While there is no evidence that the applicant could perform the duties of a Mechanical Engineering Draftsperson, he could certainly in my view reasonably undertake the duties of a Mechanical Engineering Technician (312512 of the ANZSCO). The ANZSCO classification recognises that a technician would have an advanced diploma and the applicant certainly has an advanced diploma in mechanical engineering as well as a graduate diploma in engineering maintenance management. The ANZSCO classification system recognises that one of the duties of a Mechanical Engineering Technician includes “organising and supervising inspection and maintenance of machines and plant”.
Prior to his discharge the applicant was offered a position of asset manager for power station assets throughout the Northern Territory. He commenced duties in November 2006, the month after his discharge. In that position he implemented a maintenance management policy and plan to support power station assets. In forming an assessment of the kinds of civil employment that the applicant could reasonably undertake at his discharge, in my view it is legitimate to have regard to this Darwin position that he was offered before his discharge and which he took up shortly after his discharge.
My assessment is that the kind of civil employment that the applicant could reasonably undertake at the date of his discharge would be a Mechanical Engineering Technician.
I do not accept the submissions of the applicant that the kinds of civil employment attributable to the applicant are exclusively seafaring roles, as there is no cogent evidence that he would reasonably undertake such duties.
Retiring impairments
I am now required, under s 30(2)(c) of the Act, to make a finding about the retiring impairments.
There is no issue between the parties about the ‘retiring impairments’ being: Adjustment Disorder with Anxiety and Depressed Mood; C6/7 Disc Prolapse with left CT nerve compression; ACL rupture left knee with associated meniscal tears; Chondral Fissure medial femoral condyle; Ruptured anterior cruciate ligament of the right knee with tear of the medial meniscus; and Medial and lateral compartment osteoarthritis.
Degree of impairment
I am, under s 30(2)(c) of the Act, required to consider the degree to which the retiring impairments diminished the incapacity of the applicant to undertake the kinds of civil employment that a person with the vocational, trade and professional skills, qualifications and experience of the applicant might reasonably undertake.
While the retiring impairments were certainly present when the applicant was discharged, it Is important to have regard to the language of s 30(2)(c) of the Act which refers to the extent to which “the physical or mental impairment of the member that caused the invalidity or physical or mental incapacity because of which he or she was retired has or had diminished the capacity of the member to undertake the kind of civil employment referred to in paragraph (b)”.
The discharging medical officer made comments on the DM 42 form that certain conditions were not of such significance as to have contributed to the discharge of the applicant: these conditions being the conditions of loose right knee, C6/7 disc prolapse with left C7 nerve compression and hearing loss.
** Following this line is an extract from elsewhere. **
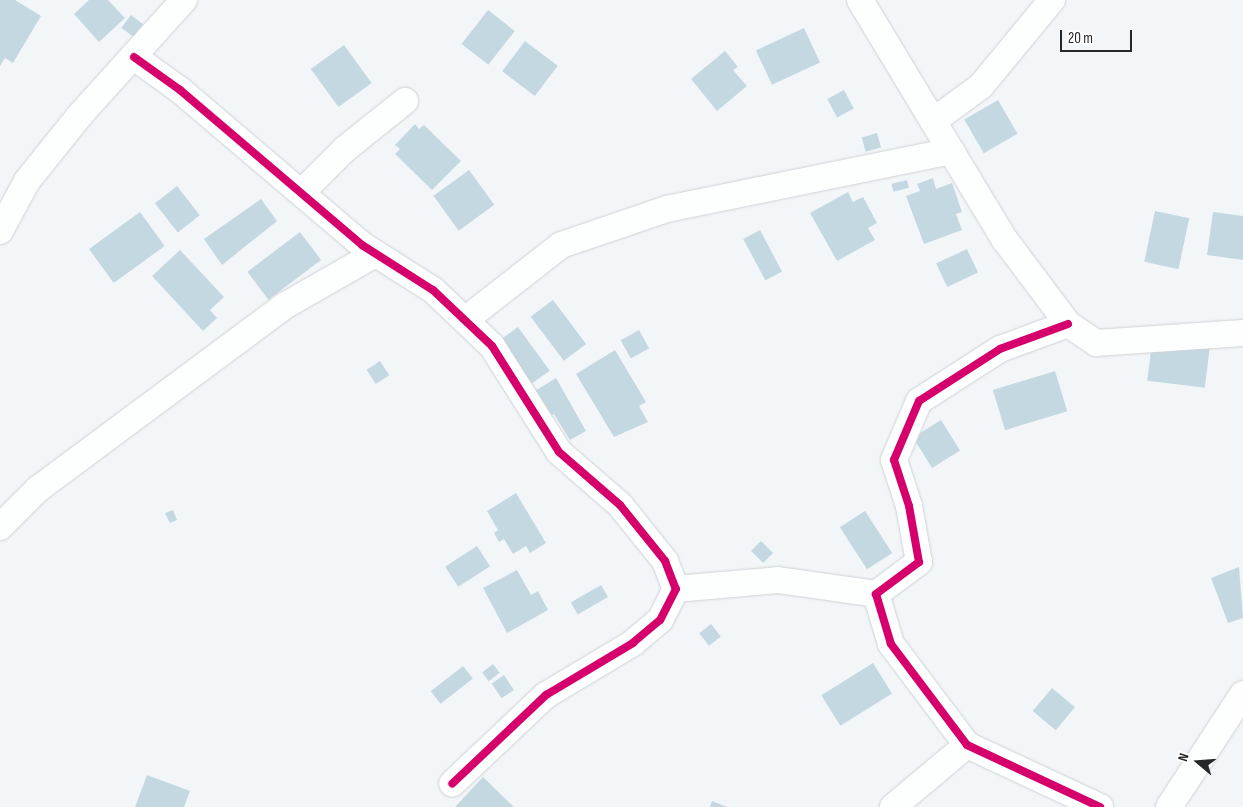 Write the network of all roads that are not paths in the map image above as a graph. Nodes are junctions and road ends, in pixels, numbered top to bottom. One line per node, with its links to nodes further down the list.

This assessment was relied upon by the delegate in making the decision dated 17 October 2006. However, in my respectful opinion this assessment does not have regard to the requirements of s 30(2)(c) of the Act, which requires the consideration of impairments which have “diminished the capacity of the member to undertake the kind of civil employment referred to in paragraph (b)” as well as any impairment which “caused the invalidity or physical or mental incapacity because of which he or she was retired”. This is why I have concluded that the original impairment assessment of the applicant was not an impairment assessment which is mandated by the Act. Having regard to observations made by the Full Court in Defence Force Retirement and Death Benefits Authority vHouse (1989) 91 ALR 286 at 291, I am conscious that this Tribunal’s assessment of percentage incapacity has to be calculated in accordance with the Act and not in accordance with a medical assessment.
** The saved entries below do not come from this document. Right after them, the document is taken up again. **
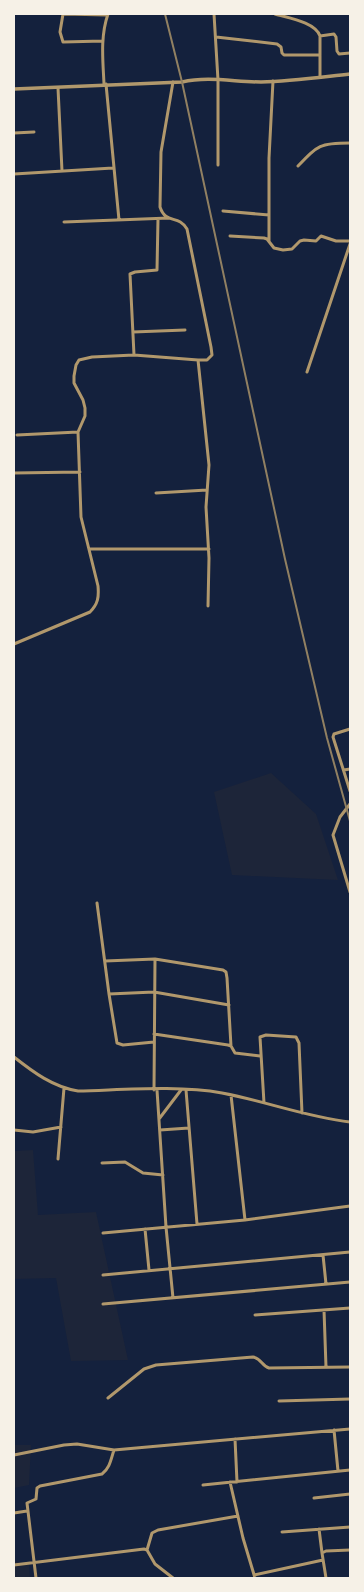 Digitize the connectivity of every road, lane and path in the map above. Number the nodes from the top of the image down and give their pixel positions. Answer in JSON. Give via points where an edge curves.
{"nodes":[{"id":1,"x":63,"y":14,"type":"edge"},
{"id":2,"x":107,"y":14,"type":"edge"},
{"id":3,"x":214,"y":14,"type":"edge"},
{"id":4,"x":275,"y":14,"type":"edge"},
{"id":5,"x":320,"y":36,"type":"junction"},
{"id":6,"x":216,"y":37,"type":"junction"},
{"id":7,"x":102,"y":41,"type":"junction"},
{"id":8,"x":350,"y":53,"type":"edge"},
{"id":9,"x":320,"y":55,"type":"junction"},
{"id":10,"x":350,"y":74,"type":"edge"},
{"id":11,"x":320,"y":77,"type":"junction"},
{"id":12,"x":218,"y":80,"type":"junction"},
{"id":13,"x":273,"y":81,"type":"junction"},
{"id":14,"x":173,"y":82,"type":"junction"},
{"id":15,"x":105,"y":84,"type":"junction"},
{"id":16,"x":58,"y":88,"type":"junction"},
{"id":17,"x":14,"y":89,"type":"edge"},
{"id":18,"x":34,"y":132,"type":"dead end"},
{"id":19,"x":14,"y":133,"type":"edge"},
{"id":20,"x":350,"y":143,"type":"edge"},
{"id":21,"x":218,"y":165,"type":"dead end"},
{"id":22,"x":298,"y":166,"type":"dead end"},
{"id":23,"x":113,"y":168,"type":"junction"},
{"id":24,"x":62,"y":171,"type":"junction"},
{"id":25,"x":14,"y":174,"type":"edge"},
{"id":26,"x":223,"y":211,"type":"dead end"},
{"id":27,"x":269,"y":215,"type":"junction"},
{"id":28,"x":169,"y":218,"type":"junction"},
{"id":29,"x":158,"y":219,"type":"junction"},
{"id":30,"x":119,"y":220,"type":"junction"},
{"id":31,"x":64,"y":222,"type":"dead end"},
{"id":32,"x":230,"y":236,"type":"dead end"},
{"id":33,"x":269,"y":241,"type":"junction"},
{"id":34,"x":350,"y":243,"type":"edge"},
{"id":35,"x":185,"y":330,"type":"dead end"},
{"id":36,"x":133,"y":332,"type":"junction"},
{"id":37,"x":134,"y":355,"type":"junction"},
{"id":38,"x":198,"y":360,"type":"junction"},
{"id":39,"x":307,"y":372,"type":"dead end"},
{"id":40,"x":78,"y":432,"type":"junction"},
{"id":41,"x":17,"y":435,"type":"dead end"},
{"id":42,"x":80,"y":472,"type":"junction"},
{"id":43,"x":14,"y":473,"type":"edge"},
{"id":44,"x":208,"y":490,"type":"junction"},
{"id":45,"x":156,"y":493,"type":"dead end"},
{"id":46,"x":209,"y":549,"type":"junction"},
{"id":47,"x":89,"y":550,"type":"junction"},
{"id":48,"x":208,"y":606,"type":"dead end"},
{"id":49,"x":14,"y":644,"type":"edge"},
{"id":50,"x":350,"y":729,"type":"edge"},
{"id":51,"x":350,"y":769,"type":"edge"},
{"id":52,"x":344,"y":770,"type":"junction"},
{"id":53,"x":350,"y":790,"type":"edge"},
{"id":54,"x":350,"y":804,"type":"edge"},
{"id":55,"x":350,"y":892,"type":"edge"},
{"id":56,"x":97,"y":903,"type":"dead end"},
{"id":57,"x":155,"y":959,"type":"junction"},
{"id":58,"x":105,"y":961,"type":"junction"},
{"id":59,"x":154,"y":992,"type":"junction"},
{"id":60,"x":109,"y":994,"type":"junction"},
{"id":61,"x":229,"y":1005,"type":"junction"},
{"id":62,"x":154,"y":1034,"type":"junction"},
{"id":63,"x":154,"y":1042,"type":"junction"},
{"id":64,"x":231,"y":1046,"type":"junction"},
{"id":65,"x":260,"y":1056,"type":"junction"},
{"id":66,"x":14,"y":1057,"type":"edge"},
{"id":67,"x":64,"y":1088,"type":"junction"},
{"id":68,"x":155,"y":1090,"type":"junction"},
{"id":69,"x":181,"y":1090,"type":"junction"},
{"id":70,"x":186,"y":1090,"type":"junction"},
{"id":71,"x":231,"y":1095,"type":"junction"},
{"id":72,"x":264,"y":1103,"type":"junction"},
{"id":73,"x":302,"y":1112,"type":"junction"},
{"id":74,"x":159,"y":1119,"type":"junction"},
{"id":75,"x":350,"y":1122,"type":"edge"},
{"id":76,"x":61,"y":1127,"type":"junction"},
{"id":77,"x":189,"y":1128,"type":"junction"},
{"id":78,"x":14,"y":1130,"type":"edge"},
{"id":79,"x":160,"y":1130,"type":"junction"},
{"id":80,"x":58,"y":1159,"type":"dead end"},
{"id":81,"x":102,"y":1163,"type":"dead end"},
{"id":82,"x":163,"y":1175,"type":"junction"},
{"id":83,"x":350,"y":1206,"type":"edge"},
{"id":84,"x":245,"y":1220,"type":"junction"},
{"id":85,"x":197,"y":1224,"type":"junction"},
{"id":86,"x":166,"y":1227,"type":"junction"},
{"id":87,"x":145,"y":1229,"type":"junction"},
{"id":88,"x":103,"y":1233,"type":"dead end"},
{"id":89,"x":350,"y":1252,"type":"edge"},
{"id":90,"x":323,"y":1255,"type":"junction"},
{"id":91,"x":171,"y":1268,"type":"junction"},
{"id":92,"x":149,"y":1270,"type":"junction"},
{"id":93,"x":103,"y":1275,"type":"dead end"},
{"id":94,"x":350,"y":1282,"type":"edge"},
{"id":95,"x":326,"y":1284,"type":"junction"},
{"id":96,"x":173,"y":1298,"type":"junction"},
{"id":97,"x":104,"y":1304,"type":"dead end"},
{"id":98,"x":350,"y":1308,"type":"edge"},
{"id":99,"x":324,"y":1310,"type":"junction"},
{"id":100,"x":255,"y":1315,"type":"dead end"},
{"id":101,"x":350,"y":1366,"type":"edge"},
{"id":102,"x":326,"y":1367,"type":"junction"},
{"id":103,"x":108,"y":1398,"type":"dead end"},
{"id":104,"x":350,"y":1399,"type":"edge"},
{"id":105,"x":279,"y":1402,"type":"dead end"},
{"id":106,"x":350,"y":1429,"type":"edge"},
{"id":107,"x":334,"y":1430,"type":"junction"},
{"id":108,"x":236,"y":1439,"type":"junction"},
{"id":109,"x":114,"y":1450,"type":"junction"},
{"id":110,"x":14,"y":1455,"type":"edge"},
{"id":111,"x":350,"y":1470,"type":"edge"},
{"id":112,"x":338,"y":1471,"type":"junction"},
{"id":113,"x":230,"y":1482,"type":"junction"},
{"id":114,"x":237,"y":1482,"type":"junction"},
{"id":115,"x":204,"y":1485,"type":"dead end"},
{"id":116,"x":350,"y":1494,"type":"edge"},
{"id":117,"x":314,"y":1498,"type":"dead end"},
{"id":118,"x":27,"y":1511,"type":"junction"},
{"id":119,"x":14,"y":1513,"type":"edge"},
{"id":120,"x":238,"y":1516,"type":"junction"},
{"id":121,"x":350,"y":1528,"type":"edge"},
{"id":122,"x":319,"y":1529,"type":"junction"},
{"id":123,"x":282,"y":1532,"type":"dead end"},
{"id":124,"x":147,"y":1550,"type":"junction"},
{"id":125,"x":350,"y":1550,"type":"edge"},
{"id":126,"x":322,"y":1553,"type":"junction"},
{"id":127,"x":323,"y":1560,"type":"junction"},
{"id":128,"x":34,"y":1562,"type":"junction"},
{"id":129,"x":14,"y":1565,"type":"edge"},
{"id":130,"x":255,"y":1577,"type":"edge"},
{"id":131,"x":36,"y":1578,"type":"edge"},
{"id":132,"x":173,"y":1578,"type":"edge"},
{"id":133,"x":326,"y":1578,"type":"edge"}],
"edges":[{"from":1,"to":2,"type":"street"},
{"from":1,"to":7,"type":"street","via":[[60,32],[63,42]]},
{"from":2,"to":7,"type":"street"},
{"from":3,"to":6,"type":"street"},
{"from":4,"to":5,"type":"street","via":[[314,27]]},
{"from":5,"to":8,"type":"street","via":[[334,34],[337,52]]},
{"from":5,"to":9,"type":"street"},
{"from":6,"to":9,"type":"street","via":[[277,44],[284,55]]},
{"from":6,"to":12,"type":"street"},
{"from":7,"to":15,"type":"street"},
{"from":9,"to":11,"type":"street"},
{"from":10,"to":11,"type":"street"},
{"from":11,"to":13,"type":"street"},
{"from":12,"to":13,"type":"street"},
{"from":12,"to":14,"type":"street"},
{"from":12,"to":21,"type":"street"},
{"from":13,"to":27,"type":"street"},
{"from":14,"to":15,"type":"street"},
{"from":14,"to":28,"type":"street","via":[[161,152],[160,207],[163,214]]},
{"from":15,"to":16,"type":"street"},
{"from":15,"to":23,"type":"street"},
{"from":16,"to":17,"type":"street"},
{"from":16,"to":24,"type":"street"},
{"from":18,"to":19,"type":"street"},
{"from":20,"to":22,"type":"street","via":[[334,142],[321,145]]},
{"from":23,"to":24,"type":"street"},
{"from":23,"to":30,"type":"street"},
{"from":24,"to":25,"type":"street"},
{"from":26,"to":27,"type":"street"},
{"from":27,"to":33,"type":"street"},
{"from":28,"to":29,"type":"street"},
{"from":28,"to":38,"type":"street","via":[[184,223],[187,229],[212,355],[207,360]]},
{"from":29,"to":30,"type":"street"},
{"from":29,"to":36,"type":"street","via":[[157,270],[130,274]]},
{"from":30,"to":31,"type":"street"},
{"from":32,"to":33,"type":"street","via":[[264,238]]},
{"from":33,"to":34,"type":"street","via":[[274,248],[283,250],[292,249],[300,241],[316,241],[321,236]]},
{"from":34,"to":39,"type":"street"},
{"from":35,"to":36,"type":"street"},
{"from":36,"to":37,"type":"street"},
{"from":37,"to":38,"type":"street"},
{"from":37,"to":40,"type":"street","via":[[79,360],[74,383],[83,400],[85,416]]},
{"from":38,"to":44,"type":"street","via":[[209,465]]},
{"from":40,"to":41,"type":"street"},
{"from":40,"to":42,"type":"street"},
{"from":42,"to":43,"type":"street"},
{"from":42,"to":47,"type":"street","via":[[81,517]]},
{"from":44,"to":45,"type":"street"},
{"from":44,"to":46,"type":"street","via":[[206,516]]},
{"from":46,"to":47,"type":"street"},
{"from":46,"to":48,"type":"street"},
{"from":47,"to":49,"type":"street","via":[[98,586],[97,605],[90,612]]},
{"from":50,"to":52,"type":"street","via":[[334,734]]},
{"from":51,"to":52,"type":"street"},
{"from":52,"to":53,"type":"street"},
{"from":54,"to":55,"type":"street","via":[[340,817],[334,835]]},
{"from":56,"to":58,"type":"street"},
{"from":57,"to":58,"type":"street"},
{"from":57,"to":59,"type":"street"},
{"from":57,"to":61,"type":"street","via":[[223,970],[226,972]]},
{"from":58,"to":60,"type":"street"},
{"from":59,"to":60,"type":"street"},
{"from":59,"to":61,"type":"street"},
{"from":59,"to":62,"type":"street"},
{"from":60,"to":63,"type":"street","via":[[117,1043],[123,1045]]},
{"from":61,"to":64,"type":"street"},
{"from":62,"to":63,"type":"street"},
{"from":62,"to":64,"type":"street"},
{"from":63,"to":68,"type":"street"},
{"from":64,"to":65,"type":"street","via":[[235,1053]]},
{"from":65,"to":72,"type":"street"},
{"from":65,"to":73,"type":"street","via":[[260,1037],[293,1036],[299,1039]]},
{"from":66,"to":67,"type":"street","via":[[32,1071]]},
{"from":67,"to":68,"type":"street","via":[[78,1091]]},
{"from":67,"to":76,"type":"street"},
{"from":68,"to":69,"type":"street"},
{"from":68,"to":74,"type":"street"},
{"from":69,"to":70,"type":"street"},
{"from":69,"to":74,"type":"street"},
{"from":70,"to":71,"type":"street"},
{"from":70,"to":77,"type":"street"},
{"from":71,"to":72,"type":"street"},
{"from":71,"to":84,"type":"street"},
{"from":72,"to":73,"type":"street"},
{"from":73,"to":75,"type":"street"},
{"from":74,"to":79,"type":"street"},
{"from":76,"to":78,"type":"street","via":[[33,1132]]},
{"from":76,"to":80,"type":"street"},
{"from":77,"to":79,"type":"street"},
{"from":77,"to":85,"type":"street"},
{"from":79,"to":82,"type":"street"},
{"from":81,"to":82,"type":"street","via":[[122,1162],[143,1173]]},
{"from":82,"to":86,"type":"street"},
{"from":83,"to":84,"type":"street"},
{"from":84,"to":85,"type":"street"},
{"from":85,"to":86,"type":"street"},
{"from":86,"to":87,"type":"street"},
{"from":86,"to":91,"type":"street"},
{"from":87,"to":88,"type":"street"},
{"from":87,"to":92,"type":"street"},
{"from":89,"to":90,"type":"street"},
{"from":90,"to":91,"type":"street"},
{"from":90,"to":95,"type":"street"},
{"from":91,"to":92,"type":"street"},
{"from":91,"to":96,"type":"street"},
{"from":92,"to":93,"type":"street"},
{"from":94,"to":95,"type":"street"},
{"from":95,"to":96,"type":"street"},
{"from":96,"to":97,"type":"street"},
{"from":98,"to":99,"type":"street"},
{"from":99,"to":100,"type":"street"},
{"from":99,"to":102,"type":"street"},
{"from":101,"to":102,"type":"street"},
{"from":102,"to":103,"type":"street","via":[[269,1368],[258,1358],[253,1357],[156,1365],[144,1369]]},
{"from":104,"to":105,"type":"street"},
{"from":106,"to":107,"type":"street"},
{"from":107,"to":108,"type":"street"},
{"from":107,"to":112,"type":"street"},
{"from":108,"to":109,"type":"street"},
{"from":108,"to":114,"type":"street"},
{"from":109,"to":110,"type":"street","via":[[77,1444]]},
{"from":109,"to":118,"type":"street","via":[[106,1471],[96,1476],[37,1488],[36,1500],[27,1503]]},
{"from":111,"to":112,"type":"street"},
{"from":112,"to":114,"type":"street"},
{"from":113,"to":114,"type":"street"},
{"from":113,"to":115,"type":"street"},
{"from":113,"to":120,"type":"street"},
{"from":116,"to":117,"type":"street"},
{"from":118,"to":119,"type":"street"},
{"from":118,"to":128,"type":"street"},
{"from":120,"to":124,"type":"street","via":[[158,1530],[152,1533]]},
{"from":120,"to":130,"type":"street"},
{"from":121,"to":122,"type":"street"},
{"from":122,"to":123,"type":"street"},
{"from":122,"to":126,"type":"street"},
{"from":124,"to":128,"type":"street"},
{"from":124,"to":132,"type":"street","via":[[155,1564]]},
{"from":125,"to":126,"type":"street"},
{"from":126,"to":127,"type":"street"},
{"from":127,"to":130,"type":"street"},
{"from":127,"to":133,"type":"street"},
{"from":128,"to":129,"type":"street"},
{"from":128,"to":131,"type":"street"}]}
There was no challenge to the medical evidence before the Tribunal and the applicant did not present any additional evidence concerning the incapacity that was experienced by the applicant when he was discharged in October 2006. The respondent made submissions that the applicant confirmed when giving evidence that there was no additional information beyond that which was already before the Tribunal to demonstrate any other particular difficulties he had at the time of his discharge in October 2006. I have reviewed the considerable documentation concerning the service medical records that are in two volumes and which comprise 792 pages.
One important item of medical evidence that is before the Tribunal is the report dated 20 April 2007 of Dr Matthew Hislop FACSP.[8] The report of Dr Hislop concerns claims in respect of the left knee and right knee conditions of the applicant. At the time of the medical examination of Dr Hislop the applicant was working full-time in a power station. While the medical examination was conducted in the year after the discharge of the applicant it was done within just more than six months after his discharge and there is no suggestion that the report was not representative of the impairments suffered by the applicant at the time of his discharge. Certainly, in October 2015 the Defence Force Case Assessment Panel, quite rightly in my opinion, thought that it was appropriate to have regard to the report. It is certainly legitimate for me to have regard to the comprehensive report of Dr Hislop as the service medical documents document that both knee conditions developed during the service of the applicant.
[8] Exhibit A, T-Documents, T41.
Dr Hislop records that it was at a PT session in February 1985 that the applicant noticed his right knee problems. In October 1985 the right knee was re-injured. On 23 November 2015 an angiogram of the right knee was performed which demonstrated a tear in the posterior horn of the medial meniscus and was also thought to demonstrate a tear of the anterior cruciate ligament. Dr Hislop records:
“Despite this internal derangement, Mr Seizovic’s right knee was managed conservatively. Not surprisingly, he had ongoing problems and felt that his knee was unstable. He suffered from intermittent pain, giving way episodes, and swelling over the subsequent years.
Mr Seizovic presented for medical attention of his right knee in June of 2006. A plain x-ray demonstrated medial compartment degenerative change and a probable small loose body. Significant degenerative disease was noted in the patello-femoral joint. Mr Seizovic has ongoing right knee problems.”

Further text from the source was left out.